■ **TASK INSTRUCTIONS**
Reproduce the entries that follow exactly. No picture should appear in the result.

[Saved data entries]
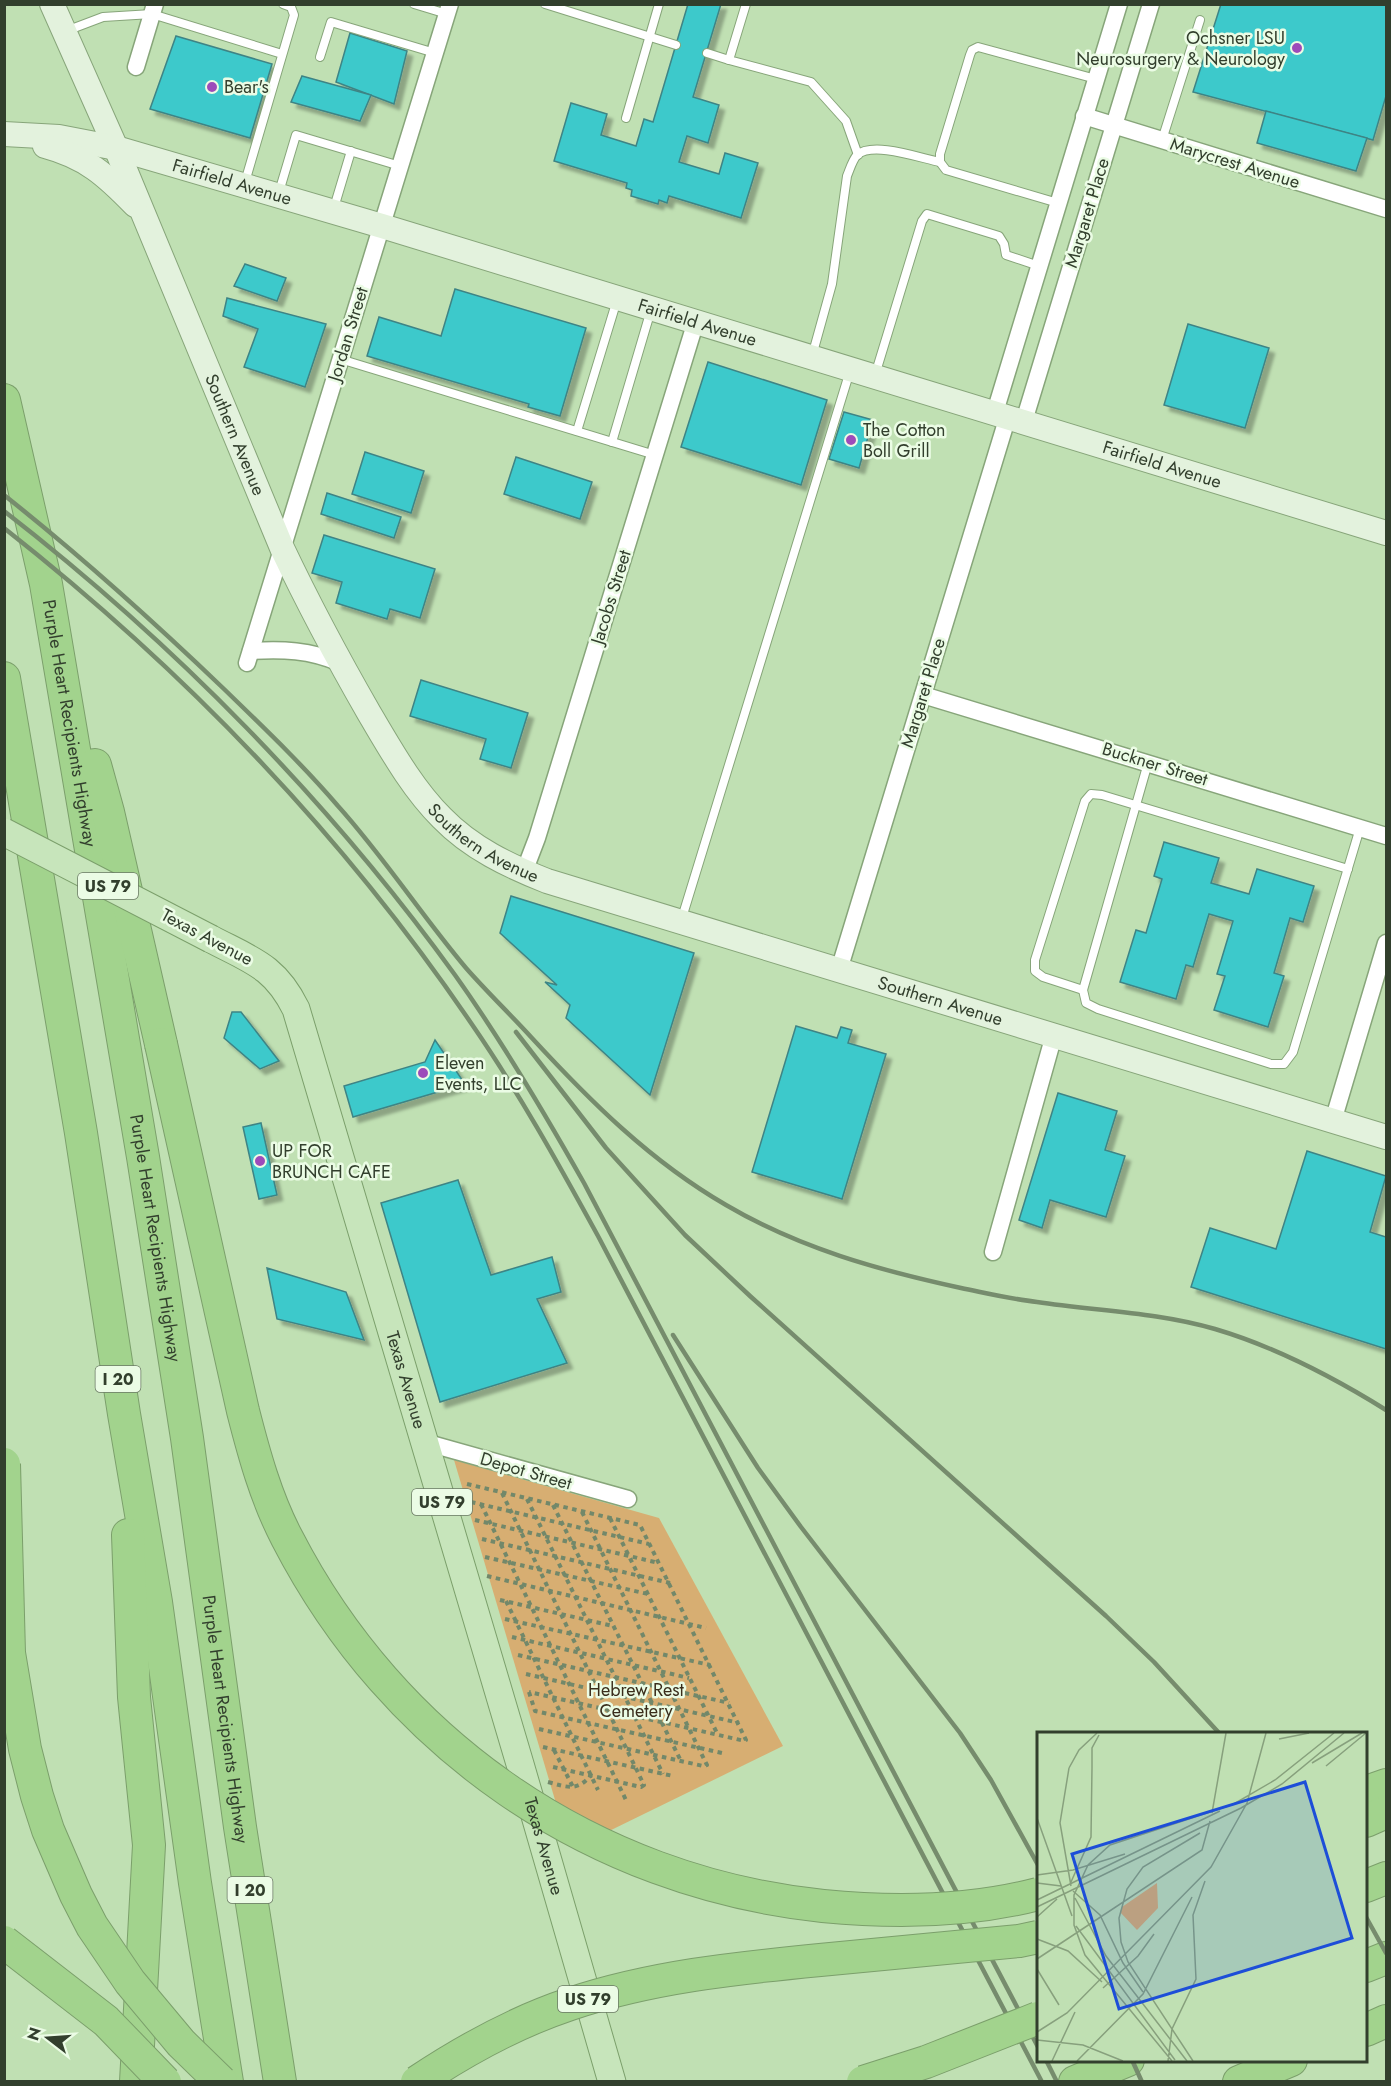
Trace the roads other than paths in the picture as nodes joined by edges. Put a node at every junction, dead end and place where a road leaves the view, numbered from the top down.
1 (52, 4) edge
2 (283, 4) edge
3 (414, 4) edge
4 (544, 4) edge
5 (659, 4) edge
6 (746, 4) edge
7 (1119, 4) edge
8 (1150, 4) edge
9 (153, 9) edge
10 (448, 9) edge
11 (1200, 20) dead end
12 (64, 32) junction
13 (650, 37) junction
14 (676, 45) dead end
15 (435, 53) junction
16 (706, 53) dead end
17 (282, 54) junction
18 (320, 57) dead end
19 (729, 60) junction
20 (136, 67) dead end
21 (1096, 79) junction
22 (1084, 116) junction
23 (626, 118) dead end
24 (1114, 125) junction
25 (4, 135) edge
26 (1162, 140) junction
27 (116, 148) junction
28 (351, 151) junction
29 (858, 155) junction
30 (940, 162) junction
31 (400, 166) junction
32 (244, 186) junction
33 (278, 196) junction
34 (1058, 203) junction
35 (1386, 209) edge
36 (333, 212) junction
37 (143, 213) junction
38 (382, 226) junction
39 (1039, 266) junction
40 (618, 297) junction
41 (652, 308) junction
42 (696, 321) junction
43 (812, 356) junction
44 (340, 359) junction
45 (851, 368) junction
46 (875, 375) junction
47 (4, 400) edge
48 (1009, 416) junction
49 (578, 431) junction
50 (612, 442) junction
51 (655, 455) junction
52 (1386, 532) edge
53 (282, 548) junction
54 (46, 584) junction
55 (340, 663) junction
56 (4, 678) edge
57 (923, 695) junction
58 (1148, 762) junction
59 (1136, 805) junction
60 (1360, 828) junction
61 (4, 832) edge
62 (1386, 836) edge
63 (1348, 869) junction
64 (524, 872) junction
65 (681, 921) junction
66 (1386, 944) edge
67 (839, 970) junction
68 (1083, 990) junction
69 (1054, 1035) junction
70 (1333, 1121) junction
71 (1386, 1137) edge
72 (993, 1252) dead end
73 (124, 1414) junction
74 (424, 1442) junction
75 (4, 1464) edge
76 (628, 1499) dead end
77 (1386, 1785) edge
78 (1367, 1791) edge
79 (1386, 1812) edge
80 (1367, 1820) edge
81 (1386, 1878) edge
82 (1367, 1885) edge
83 (1037, 1894) edge
84 (1037, 1937) edge
85 (4, 1942) edge
86 (1386, 1958) edge
87 (1367, 1965) edge
88 (1037, 2018) edge
89 (1386, 2021) edge
90 (1367, 2029) edge
91 (1125, 2062) edge
92 (1289, 2062) edge
93 (1305, 2062) edge
94 (280, 2073) edge
95 (136, 2082) edge
96 (165, 2082) edge
97 (221, 2082) edge
98 (226, 2082) edge
99 (417, 2082) edge
100 (612, 2082) edge
101 (863, 2082) edge
102 (1075, 2082) edge
103 (1239, 2082) edge
104 (1269, 2082) edge

1 - 12 street, Southern Avenue
2 - 17 lane
3 - 10 lane
4 - 13 lane
5 - 13 lane
6 - 19 lane
7 - 21 street, Margaret Place
8 - 24 street, Margaret Place
9 - 12 lane
9 - 17 lane
9 - 20 street
10 - 15 street, Jordan Street
11 - 26 lane
12 - 27 street, Southern Avenue
13 - 14 lane
13 - 23 lane
15 - 18 lane
15 - 31 street, Jordan Street
16 - 19 lane
17 - 32 lane
19 - 29 lane
21 - 22 street, Margaret Place
21 - 30 lane
22 - 24 street, Marycrest Avenue
22 - 34 street, Margaret Place
24 - 26 street, Marycrest Avenue
24 - 48 street, Margaret Place
25 - 27 street, Fairfield Avenue
25 - 37 street
26 - 35 street, Marycrest Avenue
27 - 32 street, Fairfield Avenue
27 - 37 street, Southern Avenue
28 - 31 lane
28 - 33 lane
28 - 36 lane
29 - 30 lane
29 - 43 lane
30 - 34 lane
31 - 38 street, Jordan Street
32 - 33 street, Fairfield Avenue
33 - 36 street, Fairfield Avenue
34 - 39 street, Margaret Place
36 - 38 street, Fairfield Avenue
37 - 53 street, Southern Avenue
38 - 40 street, Fairfield Avenue
38 - 44 street, Jordan Street
39 - 46 lane
39 - 48 street, Margaret Place
40 - 41 street, Fairfield Avenue
40 - 49 lane
41 - 42 street, Fairfield Avenue
41 - 50 lane
42 - 43 street, Fairfield Avenue
42 - 51 street, Jacobs Street
43 - 45 street, Fairfield Avenue
44 - 49 lane
44 - 53 street, Jordan Street
45 - 46 street, Fairfield Avenue
45 - 65 lane
46 - 48 street, Fairfield Avenue
47 - 54 highway, Purple Heart Recipients Highway / I 20
48 - 52 street, Fairfield Avenue
48 - 57 street, Margaret Place
49 - 50 lane
50 - 51 lane
51 - 64 street, Jacobs Street
53 - 55 street, Southern Avenue
53 - 55 street, Jordan Street
54 - 83 highway, bridge
54 - 94 highway, Purple Heart Recipients Highway / I 20
55 - 64 street, Southern Avenue
56 - 73 highway, I 20
57 - 58 street, Buckner Street
57 - 67 street, Margaret Place
58 - 59 lane
58 - 60 street, Buckner Street
59 - 63 lane
59 - 68 lane
59 - 68 lane
60 - 62 street, Buckner Street
60 - 63 lane
61 - 74 main road, Texas Avenue / US 79, bridge
63 - 68 lane
64 - 65 street, Southern Avenue
65 - 67 street, Southern Avenue
66 - 70 street
67 - 69 street, Southern Avenue
69 - 70 street, Southern Avenue
69 - 72 street
70 - 71 street, Southern Avenue
73 - 95 highway
73 - 98 highway, I 20
74 - 76 street, Depot Street
74 - 100 main road, Texas Avenue / US 79
75 - 97 highway, bridge
77 - 78 highway
79 - 80 highway
81 - 82 highway
84 - 99 highway, bridge
85 - 96 highway, bridge
86 - 87 highway
88 - 101 highway, bridge
89 - 90 highway
91 - 102 highway
92 - 103 highway
93 - 104 highway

■ **EXERCISE SOLUTION**
Trace the roads other than paths in the picture as nodes joined by edges. Put a node at every junction, dead end and place where a road leaves the view, numbered from the top down.
1 (52, 4) edge
2 (283, 4) edge
3 (414, 4) edge
4 (544, 4) edge
5 (659, 4) edge
6 (746, 4) edge
7 (1119, 4) edge
8 (1150, 4) edge
9 (153, 9) edge
10 (448, 9) edge
11 (1200, 20) dead end
12 (64, 32) junction
13 (650, 37) junction
14 (676, 45) dead end
15 (435, 53) junction
16 (706, 53) dead end
17 (282, 54) junction
18 (320, 57) dead end
19 (729, 60) junction
20 (136, 67) dead end
21 (1096, 79) junction
22 (1084, 116) junction
23 (626, 118) dead end
24 (1114, 125) junction
25 (4, 135) edge
26 (1162, 140) junction
27 (116, 148) junction
28 (351, 151) junction
29 (858, 155) junction
30 (940, 162) junction
31 (400, 166) junction
32 (244, 186) junction
33 (278, 196) junction
34 (1058, 203) junction
35 (1386, 209) edge
36 (333, 212) junction
37 (143, 213) junction
38 (382, 226) junction
39 (1039, 266) junction
40 (618, 297) junction
41 (652, 308) junction
42 (696, 321) junction
43 (812, 356) junction
44 (340, 359) junction
45 (851, 368) junction
46 (875, 375) junction
47 (4, 400) edge
48 (1009, 416) junction
49 (578, 431) junction
50 (612, 442) junction
51 (655, 455) junction
52 (1386, 532) edge
53 (282, 548) junction
54 (46, 584) junction
55 (340, 663) junction
56 (4, 678) edge
57 (923, 695) junction
58 (1148, 762) junction
59 (1136, 805) junction
60 (1360, 828) junction
61 (4, 832) edge
62 (1386, 836) edge
63 (1348, 869) junction
64 (524, 872) junction
65 (681, 921) junction
66 (1386, 944) edge
67 (839, 970) junction
68 (1083, 990) junction
69 (1054, 1035) junction
70 (1333, 1121) junction
71 (1386, 1137) edge
72 (993, 1252) dead end
73 (124, 1414) junction
74 (424, 1442) junction
75 (4, 1464) edge
76 (628, 1499) dead end
77 (1386, 1785) edge
78 (1367, 1791) edge
79 (1386, 1812) edge
80 (1367, 1820) edge
81 (1386, 1878) edge
82 (1367, 1885) edge
83 (1037, 1894) edge
84 (1037, 1937) edge
85 (4, 1942) edge
86 (1386, 1958) edge
87 (1367, 1965) edge
88 (1037, 2018) edge
89 (1386, 2021) edge
90 (1367, 2029) edge
91 (1125, 2062) edge
92 (1289, 2062) edge
93 (1305, 2062) edge
94 (280, 2073) edge
95 (136, 2082) edge
96 (165, 2082) edge
97 (221, 2082) edge
98 (226, 2082) edge
99 (417, 2082) edge
100 (612, 2082) edge
101 (863, 2082) edge
102 (1075, 2082) edge
103 (1239, 2082) edge
104 (1269, 2082) edge

1 - 12 street, Southern Avenue
2 - 17 lane
3 - 10 lane
4 - 13 lane
5 - 13 lane
6 - 19 lane
7 - 21 street, Margaret Place
8 - 24 street, Margaret Place
9 - 12 lane
9 - 17 lane
9 - 20 street
10 - 15 street, Jordan Street
11 - 26 lane
12 - 27 street, Southern Avenue
13 - 14 lane
13 - 23 lane
15 - 18 lane
15 - 31 street, Jordan Street
16 - 19 lane
17 - 32 lane
19 - 29 lane
21 - 22 street, Margaret Place
21 - 30 lane
22 - 24 street, Marycrest Avenue
22 - 34 street, Margaret Place
24 - 26 street, Marycrest Avenue
24 - 48 street, Margaret Place
25 - 27 street, Fairfield Avenue
25 - 37 street
26 - 35 street, Marycrest Avenue
27 - 32 street, Fairfield Avenue
27 - 37 street, Southern Avenue
28 - 31 lane
28 - 33 lane
28 - 36 lane
29 - 30 lane
29 - 43 lane
30 - 34 lane
31 - 38 street, Jordan Street
32 - 33 street, Fairfield Avenue
33 - 36 street, Fairfield Avenue
34 - 39 street, Margaret Place
36 - 38 street, Fairfield Avenue
37 - 53 street, Southern Avenue
38 - 40 street, Fairfield Avenue
38 - 44 street, Jordan Street
39 - 46 lane
39 - 48 street, Margaret Place
40 - 41 street, Fairfield Avenue
40 - 49 lane
41 - 42 street, Fairfield Avenue
41 - 50 lane
42 - 43 street, Fairfield Avenue
42 - 51 street, Jacobs Street
43 - 45 street, Fairfield Avenue
44 - 49 lane
44 - 53 street, Jordan Street
45 - 46 street, Fairfield Avenue
45 - 65 lane
46 - 48 street, Fairfield Avenue
47 - 54 highway, Purple Heart Recipients Highway / I 20
48 - 52 street, Fairfield Avenue
48 - 57 street, Margaret Place
49 - 50 lane
50 - 51 lane
51 - 64 street, Jacobs Street
53 - 55 street, Southern Avenue
53 - 55 street, Jordan Street
54 - 83 highway, bridge
54 - 94 highway, Purple Heart Recipients Highway / I 20
55 - 64 street, Southern Avenue
56 - 73 highway, I 20
57 - 58 street, Buckner Street
57 - 67 street, Margaret Place
58 - 59 lane
58 - 60 street, Buckner Street
59 - 63 lane
59 - 68 lane
59 - 68 lane
60 - 62 street, Buckner Street
60 - 63 lane
61 - 74 main road, Texas Avenue / US 79, bridge
63 - 68 lane
64 - 65 street, Southern Avenue
65 - 67 street, Southern Avenue
66 - 70 street
67 - 69 street, Southern Avenue
69 - 70 street, Southern Avenue
69 - 72 street
70 - 71 street, Southern Avenue
73 - 95 highway
73 - 98 highway, I 20
74 - 76 street, Depot Street
74 - 100 main road, Texas Avenue / US 79
75 - 97 highway, bridge
77 - 78 highway
79 - 80 highway
81 - 82 highway
84 - 99 highway, bridge
85 - 96 highway, bridge
86 - 87 highway
88 - 101 highway, bridge
89 - 90 highway
91 - 102 highway
92 - 103 highway
93 - 104 highway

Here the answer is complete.